SF supes back shielding criminals’ pasts

CITY HALL — Previously-incarcerated individuals in San Francisco will no longer need to self-identify on job and housing applications after the Board of Supervisors voted unanimously to support a “ban-the-box” ordinance Tuesday.

The Fair Chance ordinance, co-sponsored by supervisors Jane Kim and Maria Cohen, is one of the first in the nation to expand “ban-the-box” reform to private housing.

The “ban-the-box” movement seeks to eliminate questions regarding criminal history from employment, housing, public benefits and other application forms.

Speaking from the steps of City Hall Tuesday to a crowd of supporters, Kim said the stigma faced by 1 in 4 California adults means they are discouraged from applying for employment, something this ordinance is intended to fix:

“A stable job and housing are two of the most important factors in stopping recidivism.”

The ordinance, which must be approved by the Board of Supervisors once more before being sent to the mayor, bars businesses and housing providers from checking an applicant’s criminal history on an initial application.

The ordinance would remove the question related to criminal backgrounds along with the check box from applications.

A background check may still be performed, but it must wait until later in the application process.

The legislation is designed to help the formerly-imprisoned and those with a criminal past integrate back into a society which frequently denies them opportunities based on their past.

It’s not the only city program of its kind, though the ordinance’s backers have said they hope it will be more successful than others.

Another city program designed to help the formerly incarcerated is Clean Slate, which takes six months to a year to complete.
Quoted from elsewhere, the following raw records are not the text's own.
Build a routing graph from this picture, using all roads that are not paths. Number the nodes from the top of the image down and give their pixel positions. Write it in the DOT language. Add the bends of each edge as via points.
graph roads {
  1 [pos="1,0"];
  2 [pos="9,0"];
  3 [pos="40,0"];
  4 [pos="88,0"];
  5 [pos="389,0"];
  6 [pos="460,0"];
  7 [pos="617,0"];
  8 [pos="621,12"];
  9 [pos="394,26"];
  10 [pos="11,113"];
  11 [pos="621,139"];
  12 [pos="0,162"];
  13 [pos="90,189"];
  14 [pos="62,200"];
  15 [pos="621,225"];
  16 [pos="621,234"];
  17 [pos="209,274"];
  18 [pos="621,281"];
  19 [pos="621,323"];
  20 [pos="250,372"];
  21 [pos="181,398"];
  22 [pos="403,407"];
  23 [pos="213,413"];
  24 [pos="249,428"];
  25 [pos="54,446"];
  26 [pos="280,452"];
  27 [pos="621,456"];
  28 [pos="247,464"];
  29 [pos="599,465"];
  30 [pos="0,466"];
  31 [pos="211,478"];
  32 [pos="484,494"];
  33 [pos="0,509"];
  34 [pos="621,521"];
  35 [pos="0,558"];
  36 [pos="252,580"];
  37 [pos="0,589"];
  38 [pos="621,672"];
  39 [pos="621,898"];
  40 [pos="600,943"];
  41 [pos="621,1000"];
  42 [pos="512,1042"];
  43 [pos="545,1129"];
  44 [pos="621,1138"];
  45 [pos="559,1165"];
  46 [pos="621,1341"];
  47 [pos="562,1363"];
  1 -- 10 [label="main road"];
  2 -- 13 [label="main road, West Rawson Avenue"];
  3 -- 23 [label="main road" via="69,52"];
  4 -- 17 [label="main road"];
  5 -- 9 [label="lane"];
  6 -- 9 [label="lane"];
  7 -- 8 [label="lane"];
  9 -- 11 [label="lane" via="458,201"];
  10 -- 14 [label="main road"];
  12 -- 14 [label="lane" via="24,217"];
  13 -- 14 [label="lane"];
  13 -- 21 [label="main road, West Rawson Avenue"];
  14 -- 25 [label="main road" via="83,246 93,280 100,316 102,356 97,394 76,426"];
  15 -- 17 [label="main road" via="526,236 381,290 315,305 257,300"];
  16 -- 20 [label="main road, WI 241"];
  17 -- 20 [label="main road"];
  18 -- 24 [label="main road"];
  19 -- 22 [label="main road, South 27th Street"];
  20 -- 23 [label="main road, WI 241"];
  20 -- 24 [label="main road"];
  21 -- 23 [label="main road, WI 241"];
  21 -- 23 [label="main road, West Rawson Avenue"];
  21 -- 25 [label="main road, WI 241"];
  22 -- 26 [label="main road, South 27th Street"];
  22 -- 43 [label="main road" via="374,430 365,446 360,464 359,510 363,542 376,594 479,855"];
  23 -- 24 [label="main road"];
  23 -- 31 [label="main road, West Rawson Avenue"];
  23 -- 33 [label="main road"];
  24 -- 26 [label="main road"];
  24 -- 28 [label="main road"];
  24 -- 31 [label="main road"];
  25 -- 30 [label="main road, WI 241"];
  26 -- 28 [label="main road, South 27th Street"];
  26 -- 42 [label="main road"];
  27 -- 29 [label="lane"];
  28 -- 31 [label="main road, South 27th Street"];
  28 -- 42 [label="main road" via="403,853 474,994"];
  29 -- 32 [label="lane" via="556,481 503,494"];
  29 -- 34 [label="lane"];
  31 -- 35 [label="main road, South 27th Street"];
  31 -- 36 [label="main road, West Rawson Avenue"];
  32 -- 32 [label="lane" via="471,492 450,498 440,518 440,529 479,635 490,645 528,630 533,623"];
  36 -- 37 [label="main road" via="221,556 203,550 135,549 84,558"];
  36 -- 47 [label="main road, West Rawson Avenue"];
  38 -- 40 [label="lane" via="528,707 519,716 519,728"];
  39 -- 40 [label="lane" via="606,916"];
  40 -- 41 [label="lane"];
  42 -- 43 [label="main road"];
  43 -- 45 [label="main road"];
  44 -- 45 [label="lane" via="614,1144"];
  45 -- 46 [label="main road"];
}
Only one-third of the programs participants find jobs, according to Kim.

San Francisco Public Defender Jeff Adachi also signaled his support:

“When you don’t have this kind of policy in place people give up and don’t apply for jobs.”

The ordinance’s authors were joined by a variety of stakeholders on the City Hall steps including Supervisor, All Of Us Or None, People Organized to Win Employment Rights (POWER) and the Coalition on Homelessness among others.

Supervisor David Campos also spoke to show his support for the ordinance:

“If a city can stand for redemption, that’s San Francisco.”